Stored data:
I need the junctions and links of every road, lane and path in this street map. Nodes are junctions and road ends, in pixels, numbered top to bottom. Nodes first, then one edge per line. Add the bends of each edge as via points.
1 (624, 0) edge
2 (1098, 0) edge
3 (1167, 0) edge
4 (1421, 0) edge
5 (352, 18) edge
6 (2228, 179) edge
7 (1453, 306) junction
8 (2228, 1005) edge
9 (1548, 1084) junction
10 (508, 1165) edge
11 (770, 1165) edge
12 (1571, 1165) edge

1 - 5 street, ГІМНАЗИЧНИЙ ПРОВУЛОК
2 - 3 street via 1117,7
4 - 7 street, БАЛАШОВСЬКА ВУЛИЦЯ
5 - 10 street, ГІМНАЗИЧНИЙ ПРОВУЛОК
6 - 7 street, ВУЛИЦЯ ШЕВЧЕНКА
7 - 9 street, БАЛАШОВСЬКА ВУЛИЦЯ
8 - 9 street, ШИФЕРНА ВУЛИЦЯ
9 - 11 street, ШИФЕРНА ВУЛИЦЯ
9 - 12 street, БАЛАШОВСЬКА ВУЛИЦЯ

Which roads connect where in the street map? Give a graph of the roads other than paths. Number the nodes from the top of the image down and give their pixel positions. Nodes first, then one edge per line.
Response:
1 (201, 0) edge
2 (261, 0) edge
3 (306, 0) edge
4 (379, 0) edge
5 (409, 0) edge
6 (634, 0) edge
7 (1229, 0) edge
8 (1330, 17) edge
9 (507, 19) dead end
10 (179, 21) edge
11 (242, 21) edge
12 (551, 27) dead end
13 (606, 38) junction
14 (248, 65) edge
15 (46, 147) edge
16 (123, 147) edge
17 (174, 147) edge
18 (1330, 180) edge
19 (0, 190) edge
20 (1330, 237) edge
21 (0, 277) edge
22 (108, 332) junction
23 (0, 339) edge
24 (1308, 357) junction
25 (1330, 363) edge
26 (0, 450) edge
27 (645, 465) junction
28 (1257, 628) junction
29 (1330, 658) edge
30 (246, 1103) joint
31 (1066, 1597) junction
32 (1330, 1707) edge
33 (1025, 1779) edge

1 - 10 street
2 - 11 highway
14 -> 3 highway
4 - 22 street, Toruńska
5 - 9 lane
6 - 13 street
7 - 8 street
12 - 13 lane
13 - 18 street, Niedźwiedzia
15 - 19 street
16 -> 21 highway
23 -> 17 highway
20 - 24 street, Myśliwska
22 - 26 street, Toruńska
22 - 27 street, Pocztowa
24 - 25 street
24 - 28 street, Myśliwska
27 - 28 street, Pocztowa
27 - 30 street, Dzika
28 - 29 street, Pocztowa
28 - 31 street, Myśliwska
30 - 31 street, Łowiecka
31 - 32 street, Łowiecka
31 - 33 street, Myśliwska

> **WHAT IS NEEDED**
Retype only this range exactly: the first line of the data through the line where "Which roads connect" appears.

> **OUTPUT OF THE TASK**
I need the junctions and links of every road, lane and path in this street map. Nodes are junctions and road ends, in pixels, numbered top to bottom. Nodes first, then one edge per line. Add the bends of each edge as via points.
1 (624, 0) edge
2 (1098, 0) edge
3 (1167, 0) edge
4 (1421, 0) edge
5 (352, 18) edge
6 (2228, 179) edge
7 (1453, 306) junction
8 (2228, 1005) edge
9 (1548, 1084) junction
10 (508, 1165) edge
11 (770, 1165) edge
12 (1571, 1165) edge

1 - 5 street, ГІМНАЗИЧНИЙ ПРОВУЛОК
2 - 3 street via 1117,7
4 - 7 street, БАЛАШОВСЬКА ВУЛИЦЯ
5 - 10 street, ГІМНАЗИЧНИЙ ПРОВУЛОК
6 - 7 street, ВУЛИЦЯ ШЕВЧЕНКА
7 - 9 street, БАЛАШОВСЬКА ВУЛИЦЯ
8 - 9 street, ШИФЕРНА ВУЛИЦЯ
9 - 11 street, ШИФЕРНА ВУЛИЦЯ
9 - 12 street, БАЛАШОВСЬКА ВУЛИЦЯ

Which roads connect where in the street map? Give a graph of the roads other than paths. Number the nodes from the top of the image down and give their pixel positions. Nodes first, then one edge per line.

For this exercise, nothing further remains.